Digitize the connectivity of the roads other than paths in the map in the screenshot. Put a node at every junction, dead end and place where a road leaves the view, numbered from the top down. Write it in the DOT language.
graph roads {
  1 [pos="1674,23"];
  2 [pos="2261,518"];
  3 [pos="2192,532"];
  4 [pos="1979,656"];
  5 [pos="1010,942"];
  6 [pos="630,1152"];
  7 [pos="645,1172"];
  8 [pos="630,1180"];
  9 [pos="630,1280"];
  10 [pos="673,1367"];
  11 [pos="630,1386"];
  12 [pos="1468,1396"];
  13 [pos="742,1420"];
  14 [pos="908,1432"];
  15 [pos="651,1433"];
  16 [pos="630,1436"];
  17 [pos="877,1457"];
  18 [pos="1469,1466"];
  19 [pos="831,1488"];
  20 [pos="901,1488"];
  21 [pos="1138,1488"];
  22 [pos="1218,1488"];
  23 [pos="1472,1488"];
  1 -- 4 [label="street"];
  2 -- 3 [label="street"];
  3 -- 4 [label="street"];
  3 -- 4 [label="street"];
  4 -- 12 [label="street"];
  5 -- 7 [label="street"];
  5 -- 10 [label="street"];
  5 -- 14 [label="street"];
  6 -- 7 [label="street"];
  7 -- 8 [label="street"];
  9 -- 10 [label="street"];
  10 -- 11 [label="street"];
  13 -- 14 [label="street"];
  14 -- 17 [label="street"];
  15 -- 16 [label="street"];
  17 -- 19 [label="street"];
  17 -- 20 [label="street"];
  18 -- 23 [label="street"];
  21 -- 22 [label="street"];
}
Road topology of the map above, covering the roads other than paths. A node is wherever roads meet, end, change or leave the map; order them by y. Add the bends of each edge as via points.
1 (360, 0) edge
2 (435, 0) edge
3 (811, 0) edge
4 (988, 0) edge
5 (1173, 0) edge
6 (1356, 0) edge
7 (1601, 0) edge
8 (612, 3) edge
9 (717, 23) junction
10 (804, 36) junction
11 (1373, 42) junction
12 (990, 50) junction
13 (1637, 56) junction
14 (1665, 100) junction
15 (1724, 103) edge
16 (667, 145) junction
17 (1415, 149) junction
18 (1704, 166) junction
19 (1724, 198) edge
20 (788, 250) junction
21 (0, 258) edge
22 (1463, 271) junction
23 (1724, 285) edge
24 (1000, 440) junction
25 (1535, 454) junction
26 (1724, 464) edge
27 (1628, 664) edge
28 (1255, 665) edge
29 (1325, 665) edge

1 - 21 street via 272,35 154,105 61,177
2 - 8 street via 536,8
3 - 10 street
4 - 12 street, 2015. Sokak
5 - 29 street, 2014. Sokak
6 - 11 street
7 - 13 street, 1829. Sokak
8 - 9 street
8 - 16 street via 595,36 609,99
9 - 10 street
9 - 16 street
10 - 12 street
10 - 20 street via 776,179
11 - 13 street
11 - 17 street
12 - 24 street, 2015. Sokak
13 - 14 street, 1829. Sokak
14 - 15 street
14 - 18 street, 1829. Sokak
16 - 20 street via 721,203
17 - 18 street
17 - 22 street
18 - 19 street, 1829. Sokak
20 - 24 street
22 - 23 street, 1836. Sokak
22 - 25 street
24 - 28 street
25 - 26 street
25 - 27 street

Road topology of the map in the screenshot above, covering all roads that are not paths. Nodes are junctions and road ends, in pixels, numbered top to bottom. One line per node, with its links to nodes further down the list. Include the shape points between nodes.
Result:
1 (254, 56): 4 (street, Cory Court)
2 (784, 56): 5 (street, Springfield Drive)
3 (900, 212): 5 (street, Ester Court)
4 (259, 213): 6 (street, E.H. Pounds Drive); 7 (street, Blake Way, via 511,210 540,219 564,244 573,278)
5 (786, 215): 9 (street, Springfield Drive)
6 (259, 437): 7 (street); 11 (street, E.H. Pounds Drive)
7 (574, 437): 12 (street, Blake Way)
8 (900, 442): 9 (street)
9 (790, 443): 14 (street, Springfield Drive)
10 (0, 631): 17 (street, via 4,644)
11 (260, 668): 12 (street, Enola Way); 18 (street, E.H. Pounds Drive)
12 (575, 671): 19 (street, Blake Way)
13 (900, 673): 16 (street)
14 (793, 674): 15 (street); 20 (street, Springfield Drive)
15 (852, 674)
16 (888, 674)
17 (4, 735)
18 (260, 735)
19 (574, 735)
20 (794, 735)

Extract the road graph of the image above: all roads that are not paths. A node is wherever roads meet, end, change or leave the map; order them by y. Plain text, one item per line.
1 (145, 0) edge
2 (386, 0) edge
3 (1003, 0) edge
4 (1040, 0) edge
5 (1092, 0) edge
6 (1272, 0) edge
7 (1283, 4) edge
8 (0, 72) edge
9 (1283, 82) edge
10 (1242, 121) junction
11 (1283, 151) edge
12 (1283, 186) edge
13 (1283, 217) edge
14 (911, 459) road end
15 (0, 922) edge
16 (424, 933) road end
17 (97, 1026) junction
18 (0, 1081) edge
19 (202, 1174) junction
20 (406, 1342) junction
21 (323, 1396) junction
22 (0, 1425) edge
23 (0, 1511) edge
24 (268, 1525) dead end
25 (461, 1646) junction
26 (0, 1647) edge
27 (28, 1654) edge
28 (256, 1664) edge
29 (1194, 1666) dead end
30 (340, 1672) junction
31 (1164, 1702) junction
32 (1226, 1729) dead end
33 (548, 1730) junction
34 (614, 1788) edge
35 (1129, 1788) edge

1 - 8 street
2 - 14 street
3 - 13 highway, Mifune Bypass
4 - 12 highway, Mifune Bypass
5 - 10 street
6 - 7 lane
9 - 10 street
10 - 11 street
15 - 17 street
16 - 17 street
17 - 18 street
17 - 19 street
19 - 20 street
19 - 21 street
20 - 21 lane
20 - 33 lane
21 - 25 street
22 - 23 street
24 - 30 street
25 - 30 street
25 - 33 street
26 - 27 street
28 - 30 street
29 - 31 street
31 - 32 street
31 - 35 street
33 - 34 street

» **PROBLEM**
Every record shown above must be echoed exactly.

» **ANSWER SPACE**
Digitize the connectivity of the roads other than paths in the map in the screenshot. Put a node at every junction, dead end and place where a road leaves the view, numbered from the top down. Write it in the DOT language.
graph roads {
  1 [pos="1674,23"];
  2 [pos="2261,518"];
  3 [pos="2192,532"];
  4 [pos="1979,656"];
  5 [pos="1010,942"];
  6 [pos="630,1152"];
  7 [pos="645,1172"];
  8 [pos="630,1180"];
  9 [pos="630,1280"];
  10 [pos="673,1367"];
  11 [pos="630,1386"];
  12 [pos="1468,1396"];
  13 [pos="742,1420"];
  14 [pos="908,1432"];
  15 [pos="651,1433"];
  16 [pos="630,1436"];
  17 [pos="877,1457"];
  18 [pos="1469,1466"];
  19 [pos="831,1488"];
  20 [pos="901,1488"];
  21 [pos="1138,1488"];
  22 [pos="1218,1488"];
  23 [pos="1472,1488"];
  1 -- 4 [label="street"];
  2 -- 3 [label="street"];
  3 -- 4 [label="street"];
  3 -- 4 [label="street"];
  4 -- 12 [label="street"];
  5 -- 7 [label="street"];
  5 -- 10 [label="street"];
  5 -- 14 [label="street"];
  6 -- 7 [label="street"];
  7 -- 8 [label="street"];
  9 -- 10 [label="street"];
  10 -- 11 [label="street"];
  13 -- 14 [label="street"];
  14 -- 17 [label="street"];
  15 -- 16 [label="street"];
  17 -- 19 [label="street"];
  17 -- 20 [label="street"];
  18 -- 23 [label="street"];
  21 -- 22 [label="street"];
}
Road topology of the map above, covering the roads other than paths. A node is wherever roads meet, end, change or leave the map; order them by y. Add the bends of each edge as via points.
1 (360, 0) edge
2 (435, 0) edge
3 (811, 0) edge
4 (988, 0) edge
5 (1173, 0) edge
6 (1356, 0) edge
7 (1601, 0) edge
8 (612, 3) edge
9 (717, 23) junction
10 (804, 36) junction
11 (1373, 42) junction
12 (990, 50) junction
13 (1637, 56) junction
14 (1665, 100) junction
15 (1724, 103) edge
16 (667, 145) junction
17 (1415, 149) junction
18 (1704, 166) junction
19 (1724, 198) edge
20 (788, 250) junction
21 (0, 258) edge
22 (1463, 271) junction
23 (1724, 285) edge
24 (1000, 440) junction
25 (1535, 454) junction
26 (1724, 464) edge
27 (1628, 664) edge
28 (1255, 665) edge
29 (1325, 665) edge

1 - 21 street via 272,35 154,105 61,177
2 - 8 street via 536,8
3 - 10 street
4 - 12 street, 2015. Sokak
5 - 29 street, 2014. Sokak
6 - 11 street
7 - 13 street, 1829. Sokak
8 - 9 street
8 - 16 street via 595,36 609,99
9 - 10 street
9 - 16 street
10 - 12 street
10 - 20 street via 776,179
11 - 13 street
11 - 17 street
12 - 24 street, 2015. Sokak
13 - 14 street, 1829. Sokak
14 - 15 street
14 - 18 street, 1829. Sokak
16 - 20 street via 721,203
17 - 18 street
17 - 22 street
18 - 19 street, 1829. Sokak
20 - 24 street
22 - 23 street, 1836. Sokak
22 - 25 street
24 - 28 street
25 - 26 street
25 - 27 street

Road topology of the map in the screenshot above, covering all roads that are not paths. Nodes are junctions and road ends, in pixels, numbered top to bottom. One line per node, with its links to nodes further down the list. Include the shape points between nodes.
Result:
1 (254, 56): 4 (street, Cory Court)
2 (784, 56): 5 (street, Springfield Drive)
3 (900, 212): 5 (street, Ester Court)
4 (259, 213): 6 (street, E.H. Pounds Drive); 7 (street, Blake Way, via 511,210 540,219 564,244 573,278)
5 (786, 215): 9 (street, Springfield Drive)
6 (259, 437): 7 (street); 11 (street, E.H. Pounds Drive)
7 (574, 437): 12 (street, Blake Way)
8 (900, 442): 9 (street)
9 (790, 443): 14 (street, Springfield Drive)
10 (0, 631): 17 (street, via 4,644)
11 (260, 668): 12 (street, Enola Way); 18 (street, E.H. Pounds Drive)
12 (575, 671): 19 (street, Blake Way)
13 (900, 673): 16 (street)
14 (793, 674): 15 (street); 20 (street, Springfield Drive)
15 (852, 674)
16 (888, 674)
17 (4, 735)
18 (260, 735)
19 (574, 735)
20 (794, 735)

Extract the road graph of the image above: all roads that are not paths. A node is wherever roads meet, end, change or leave the map; order them by y. Plain text, one item per line.
1 (145, 0) edge
2 (386, 0) edge
3 (1003, 0) edge
4 (1040, 0) edge
5 (1092, 0) edge
6 (1272, 0) edge
7 (1283, 4) edge
8 (0, 72) edge
9 (1283, 82) edge
10 (1242, 121) junction
11 (1283, 151) edge
12 (1283, 186) edge
13 (1283, 217) edge
14 (911, 459) road end
15 (0, 922) edge
16 (424, 933) road end
17 (97, 1026) junction
18 (0, 1081) edge
19 (202, 1174) junction
20 (406, 1342) junction
21 (323, 1396) junction
22 (0, 1425) edge
23 (0, 1511) edge
24 (268, 1525) dead end
25 (461, 1646) junction
26 (0, 1647) edge
27 (28, 1654) edge
28 (256, 1664) edge
29 (1194, 1666) dead end
30 (340, 1672) junction
31 (1164, 1702) junction
32 (1226, 1729) dead end
33 (548, 1730) junction
34 (614, 1788) edge
35 (1129, 1788) edge

1 - 8 street
2 - 14 street
3 - 13 highway, Mifune Bypass
4 - 12 highway, Mifune Bypass
5 - 10 street
6 - 7 lane
9 - 10 street
10 - 11 street
15 - 17 street
16 - 17 street
17 - 18 street
17 - 19 street
19 - 20 street
19 - 21 street
20 - 21 lane
20 - 33 lane
21 - 25 street
22 - 23 street
24 - 30 street
25 - 30 street
25 - 33 street
26 - 27 street
28 - 30 street
29 - 31 street
31 - 32 street
31 - 35 street
33 - 34 street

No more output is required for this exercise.